Her husband was the sun of her sky and when he died, she must have thought, “Although the sun has set, I still have a star shining in my night, for I still have my one and only son!”
He was her comfort during those days when her husband passed and in him her husband would live again, with his name remaining among the living in Israel.
She could put food on her table because her son would work and provide for the family.
She would lean on him during their times in the synagogues and she would greet him as he came home every night.
And now that star is enveloped by the darkness.
He was gone and if there were no male relatives to come forward and take care of her, her future is really bleak.
The Jews washed, anointed with spices and buried their dead on the same day to prevent deterioration and so her son must have died (we don’t know how, whether an accident or an illness or what it was) earlier that day.
They would also take the body outside the city or town to bury it.

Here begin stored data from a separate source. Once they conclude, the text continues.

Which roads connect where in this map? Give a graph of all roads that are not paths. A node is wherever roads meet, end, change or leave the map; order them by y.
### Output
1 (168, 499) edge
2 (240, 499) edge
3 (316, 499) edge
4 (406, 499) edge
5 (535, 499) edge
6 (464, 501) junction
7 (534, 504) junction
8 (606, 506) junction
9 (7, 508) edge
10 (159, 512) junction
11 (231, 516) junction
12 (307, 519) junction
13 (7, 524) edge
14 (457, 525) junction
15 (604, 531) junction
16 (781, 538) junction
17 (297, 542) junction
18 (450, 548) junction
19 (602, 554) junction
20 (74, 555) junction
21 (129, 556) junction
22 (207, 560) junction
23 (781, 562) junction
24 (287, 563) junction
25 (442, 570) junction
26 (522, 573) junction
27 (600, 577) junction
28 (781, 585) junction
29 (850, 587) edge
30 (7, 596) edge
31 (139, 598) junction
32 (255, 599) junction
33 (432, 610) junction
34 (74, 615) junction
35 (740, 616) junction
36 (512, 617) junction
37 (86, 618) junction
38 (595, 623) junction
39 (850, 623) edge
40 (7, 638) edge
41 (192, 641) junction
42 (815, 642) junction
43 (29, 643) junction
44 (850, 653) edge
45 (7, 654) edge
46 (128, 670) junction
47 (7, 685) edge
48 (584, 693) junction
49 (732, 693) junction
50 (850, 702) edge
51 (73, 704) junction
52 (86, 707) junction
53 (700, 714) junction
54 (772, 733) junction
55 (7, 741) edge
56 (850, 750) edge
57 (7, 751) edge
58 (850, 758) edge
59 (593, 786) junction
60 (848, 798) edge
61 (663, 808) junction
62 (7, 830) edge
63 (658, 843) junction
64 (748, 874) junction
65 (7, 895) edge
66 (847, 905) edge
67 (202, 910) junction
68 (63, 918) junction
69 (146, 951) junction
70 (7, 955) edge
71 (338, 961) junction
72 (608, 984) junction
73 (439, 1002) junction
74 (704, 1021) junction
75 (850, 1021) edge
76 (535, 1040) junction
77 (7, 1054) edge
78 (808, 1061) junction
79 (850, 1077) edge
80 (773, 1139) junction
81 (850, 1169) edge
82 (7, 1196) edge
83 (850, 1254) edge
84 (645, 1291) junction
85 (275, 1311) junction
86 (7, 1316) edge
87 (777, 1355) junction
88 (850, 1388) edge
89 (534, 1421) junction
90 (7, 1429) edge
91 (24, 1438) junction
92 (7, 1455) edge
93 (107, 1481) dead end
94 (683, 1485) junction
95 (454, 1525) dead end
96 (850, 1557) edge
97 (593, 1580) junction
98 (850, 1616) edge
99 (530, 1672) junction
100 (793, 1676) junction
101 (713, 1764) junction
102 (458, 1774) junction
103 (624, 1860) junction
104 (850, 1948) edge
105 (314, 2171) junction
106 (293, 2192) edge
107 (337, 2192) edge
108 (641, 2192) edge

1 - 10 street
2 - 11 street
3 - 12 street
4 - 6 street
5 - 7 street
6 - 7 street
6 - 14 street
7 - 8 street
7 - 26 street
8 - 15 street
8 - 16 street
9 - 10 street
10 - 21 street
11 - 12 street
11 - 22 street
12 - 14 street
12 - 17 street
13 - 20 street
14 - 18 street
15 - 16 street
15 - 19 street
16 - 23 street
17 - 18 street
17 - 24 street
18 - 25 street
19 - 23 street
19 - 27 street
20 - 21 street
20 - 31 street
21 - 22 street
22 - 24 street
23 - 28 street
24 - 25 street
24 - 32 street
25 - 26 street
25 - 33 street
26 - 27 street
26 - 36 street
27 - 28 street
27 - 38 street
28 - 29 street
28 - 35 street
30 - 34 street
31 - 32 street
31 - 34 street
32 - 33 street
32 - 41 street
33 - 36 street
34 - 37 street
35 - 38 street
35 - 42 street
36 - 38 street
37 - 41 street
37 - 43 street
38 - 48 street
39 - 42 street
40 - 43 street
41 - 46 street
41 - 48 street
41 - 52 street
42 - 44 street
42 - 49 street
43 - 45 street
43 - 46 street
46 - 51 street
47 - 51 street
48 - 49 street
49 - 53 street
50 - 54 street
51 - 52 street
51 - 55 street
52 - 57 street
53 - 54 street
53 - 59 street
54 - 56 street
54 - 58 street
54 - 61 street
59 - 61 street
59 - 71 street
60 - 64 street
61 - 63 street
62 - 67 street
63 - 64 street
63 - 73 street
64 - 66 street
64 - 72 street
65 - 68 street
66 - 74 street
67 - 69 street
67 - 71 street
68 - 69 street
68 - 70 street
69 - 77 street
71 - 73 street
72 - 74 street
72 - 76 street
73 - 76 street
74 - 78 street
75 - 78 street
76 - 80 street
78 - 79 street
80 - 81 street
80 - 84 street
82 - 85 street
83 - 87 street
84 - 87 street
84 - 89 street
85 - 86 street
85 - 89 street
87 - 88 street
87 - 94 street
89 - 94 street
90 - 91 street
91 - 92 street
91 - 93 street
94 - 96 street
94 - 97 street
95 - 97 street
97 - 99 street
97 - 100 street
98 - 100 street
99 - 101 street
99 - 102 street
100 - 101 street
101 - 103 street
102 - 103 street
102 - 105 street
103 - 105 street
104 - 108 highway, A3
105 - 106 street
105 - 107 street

That is where the cemeteries were.
Also, they would wrap the corpse in cloth loosely and place it on a burial plank, covered, yet visible.
Notice the collision of two crowds.
Can you imagine the crowd from yesterday still talking about the miracles and excited over the fact that perhaps the Messiah had finally come--- now intersecting with the crowd at the funeral procession?
The ripples of laughter have come to a hush.
Animated talking has now turned into an uncomfortable silence.
The crowd following Jesus must have cut themselves into two groups, pulling back, allowing the procession to thread its way through the gate.
Can you picture this?
Here comes the lowly woman, probably leading the procession, distraught and drenched in tears.
But those same tears are a flame that melts Jesus’ heart.
But here was the great intersection.
The Way of Life meets the Way of Death.
Notice here, first of all:
*I.    **Despite our grief, receive the Lord Jesus as a Compassionate Savior** (7:11-13).
*
Whenever I am driving and get behind or a funeral procession is coming ahead, my first tendency is to dodge it as quickly as possible.
Most people are indifferent or angry about it.
Some may pull over and pay their respects, even if they don’t know the person.
But look at the Lord Jesus.
He doesn’t move out of the way or fold his hands, bowing his head.
The text says, “He had compassion on her.”
The word “compassion” is the strongest word possible to show his feelings for her.
It refers to everything within a person.
His eyes saw her and heart broke.
Even though he was about to do this miracle and knows what is going to happen, He first moves to comfort her and says, “Do not weep.”
Jesus is not telling her to suppress her emotions like, “Keep your chin up, don’t be a baby” kind-of-thing.